Ionotropic excitatory amino acid receptor ligands. Synthesis and pharmacology of a new amino acid AMPA antagonist

Abstract

We have previously described the potent and selective ( RS)-2-amino-3-(3-hydroxy-5-methyl-4-isoxazolyl)propionic acid (AMPA) receptor agonist, ( RS)-2-amino-3-(3-carboxy-5-methyl-4-isoxazolyl)propionic acid (ACPA), and the AMPA receptor antagonist ( RS)-2-amino-3-[3-(carboxymethoxy)-5-methyl-4-isoxazolyl]propionic acid (AMOA).
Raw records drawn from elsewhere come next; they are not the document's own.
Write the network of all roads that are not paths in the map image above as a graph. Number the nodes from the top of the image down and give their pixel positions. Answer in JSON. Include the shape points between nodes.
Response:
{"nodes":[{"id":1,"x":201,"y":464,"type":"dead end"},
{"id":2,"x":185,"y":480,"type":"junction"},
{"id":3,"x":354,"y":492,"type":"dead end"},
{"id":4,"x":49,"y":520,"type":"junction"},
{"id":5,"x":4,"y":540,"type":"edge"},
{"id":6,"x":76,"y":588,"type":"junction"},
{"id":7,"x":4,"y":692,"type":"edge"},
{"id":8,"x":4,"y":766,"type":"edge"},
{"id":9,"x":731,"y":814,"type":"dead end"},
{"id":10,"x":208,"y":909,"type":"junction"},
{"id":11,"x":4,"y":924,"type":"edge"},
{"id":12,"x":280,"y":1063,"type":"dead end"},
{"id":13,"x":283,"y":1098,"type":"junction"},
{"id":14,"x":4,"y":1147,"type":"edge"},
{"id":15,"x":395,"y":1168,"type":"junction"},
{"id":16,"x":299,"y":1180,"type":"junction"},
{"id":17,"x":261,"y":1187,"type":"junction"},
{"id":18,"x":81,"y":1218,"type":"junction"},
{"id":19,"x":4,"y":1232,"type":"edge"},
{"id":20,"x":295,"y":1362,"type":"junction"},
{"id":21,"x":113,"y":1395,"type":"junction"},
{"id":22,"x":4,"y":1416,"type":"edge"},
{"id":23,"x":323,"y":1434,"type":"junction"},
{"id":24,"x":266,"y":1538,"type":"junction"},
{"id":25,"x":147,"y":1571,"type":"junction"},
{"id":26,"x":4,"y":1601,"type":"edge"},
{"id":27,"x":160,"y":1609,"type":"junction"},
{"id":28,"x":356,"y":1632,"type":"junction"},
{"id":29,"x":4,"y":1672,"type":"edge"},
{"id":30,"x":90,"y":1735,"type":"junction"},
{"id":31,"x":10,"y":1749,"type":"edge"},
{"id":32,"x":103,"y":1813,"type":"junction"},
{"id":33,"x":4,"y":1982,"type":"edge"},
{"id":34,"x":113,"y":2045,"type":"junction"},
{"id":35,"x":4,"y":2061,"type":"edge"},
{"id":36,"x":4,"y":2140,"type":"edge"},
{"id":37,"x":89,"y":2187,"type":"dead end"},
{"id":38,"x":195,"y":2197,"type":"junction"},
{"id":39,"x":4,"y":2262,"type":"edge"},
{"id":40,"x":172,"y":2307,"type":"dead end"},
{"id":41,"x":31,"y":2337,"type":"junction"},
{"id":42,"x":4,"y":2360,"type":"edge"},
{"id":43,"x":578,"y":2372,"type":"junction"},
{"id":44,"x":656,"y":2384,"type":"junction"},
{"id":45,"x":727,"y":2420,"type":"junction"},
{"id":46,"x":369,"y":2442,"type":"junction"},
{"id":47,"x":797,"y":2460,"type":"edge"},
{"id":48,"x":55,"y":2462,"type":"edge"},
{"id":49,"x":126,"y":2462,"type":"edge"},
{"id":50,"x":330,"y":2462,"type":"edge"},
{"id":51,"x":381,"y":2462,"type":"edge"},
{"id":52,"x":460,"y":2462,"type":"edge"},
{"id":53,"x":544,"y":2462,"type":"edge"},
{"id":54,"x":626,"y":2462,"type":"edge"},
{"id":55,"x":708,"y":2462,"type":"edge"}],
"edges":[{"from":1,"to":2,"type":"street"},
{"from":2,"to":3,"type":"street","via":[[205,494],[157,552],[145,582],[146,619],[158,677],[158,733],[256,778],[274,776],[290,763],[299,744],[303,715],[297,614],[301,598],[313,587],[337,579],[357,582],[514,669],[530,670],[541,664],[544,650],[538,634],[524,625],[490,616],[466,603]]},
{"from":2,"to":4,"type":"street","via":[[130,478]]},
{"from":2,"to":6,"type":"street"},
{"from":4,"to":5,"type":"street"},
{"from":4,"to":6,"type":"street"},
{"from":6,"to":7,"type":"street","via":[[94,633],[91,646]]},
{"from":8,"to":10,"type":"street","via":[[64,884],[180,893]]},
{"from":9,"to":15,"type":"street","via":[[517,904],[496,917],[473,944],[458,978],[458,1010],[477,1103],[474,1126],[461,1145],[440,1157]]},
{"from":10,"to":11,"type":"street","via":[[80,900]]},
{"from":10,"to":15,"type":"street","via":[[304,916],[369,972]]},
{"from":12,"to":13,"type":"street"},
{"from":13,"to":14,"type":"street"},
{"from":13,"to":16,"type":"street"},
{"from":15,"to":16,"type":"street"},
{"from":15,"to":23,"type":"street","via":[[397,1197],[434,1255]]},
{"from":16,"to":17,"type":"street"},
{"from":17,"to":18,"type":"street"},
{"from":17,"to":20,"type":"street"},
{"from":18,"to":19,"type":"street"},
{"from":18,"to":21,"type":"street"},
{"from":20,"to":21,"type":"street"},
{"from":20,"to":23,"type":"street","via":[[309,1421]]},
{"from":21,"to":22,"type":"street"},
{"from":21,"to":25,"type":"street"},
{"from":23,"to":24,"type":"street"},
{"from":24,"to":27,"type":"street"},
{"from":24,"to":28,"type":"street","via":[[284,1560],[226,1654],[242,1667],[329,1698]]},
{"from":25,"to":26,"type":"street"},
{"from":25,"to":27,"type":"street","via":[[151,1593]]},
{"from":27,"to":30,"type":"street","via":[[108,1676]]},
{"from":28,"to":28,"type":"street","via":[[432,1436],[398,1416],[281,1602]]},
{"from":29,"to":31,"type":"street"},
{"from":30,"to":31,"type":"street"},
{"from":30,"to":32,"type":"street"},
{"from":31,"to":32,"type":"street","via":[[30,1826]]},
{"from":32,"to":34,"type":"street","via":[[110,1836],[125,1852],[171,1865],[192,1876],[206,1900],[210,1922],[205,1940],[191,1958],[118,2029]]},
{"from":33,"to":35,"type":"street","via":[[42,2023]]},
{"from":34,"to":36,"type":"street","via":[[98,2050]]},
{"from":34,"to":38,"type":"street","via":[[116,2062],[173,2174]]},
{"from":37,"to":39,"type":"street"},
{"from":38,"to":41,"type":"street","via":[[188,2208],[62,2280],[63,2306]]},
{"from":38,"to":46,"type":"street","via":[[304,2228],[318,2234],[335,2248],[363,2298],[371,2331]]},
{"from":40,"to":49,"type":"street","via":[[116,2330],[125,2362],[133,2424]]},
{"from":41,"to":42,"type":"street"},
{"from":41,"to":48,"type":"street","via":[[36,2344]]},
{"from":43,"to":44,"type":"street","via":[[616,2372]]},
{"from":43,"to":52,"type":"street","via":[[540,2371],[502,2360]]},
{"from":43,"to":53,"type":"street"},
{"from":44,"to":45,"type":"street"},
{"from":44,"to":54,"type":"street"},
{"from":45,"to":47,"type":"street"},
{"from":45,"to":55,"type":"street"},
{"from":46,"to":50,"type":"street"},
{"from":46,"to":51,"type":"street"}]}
Using these AMPA receptor ligands as leads, a series of compounds have been developed as tools for further elucidation of the structural requirements for activation and blockade of AMPA receptors. The synthesized compounds have been tested for activity at ionotropic excitatory amino acid (EAA) receptors using receptor binding and electrophysiological techniques, and for activity at metabotropic EAA receptors using second messenger assays. Compounds 1 and 4 were essentially inactive. ( RS)-2-Amino-3-[3-(2-carboxyethyl)-5-methyl-4-isoxazolyl]propionic acid (ACMP, 2), on the other hand, was shown to be a selective AMPA receptor antagonist (IC 50 = 73 μM), more potent in electrophysiological experiments than AMOA (IC 50 = 320 μM). The isomeric analogue of 2, compound 5, did not show AMPA antagonist effects, but was a weak NMDA receptor antagonist (IC 50 = 540 μM). Finally, compound 3, which is an isomer of ACPA, turned out to be a very weak NMDA antagonist, and an AMPA receptor agonist approximately 1 000 times weaker than ACPA. None of the compounds showed agonist or antagonist effects at metabotropic EAA receptors.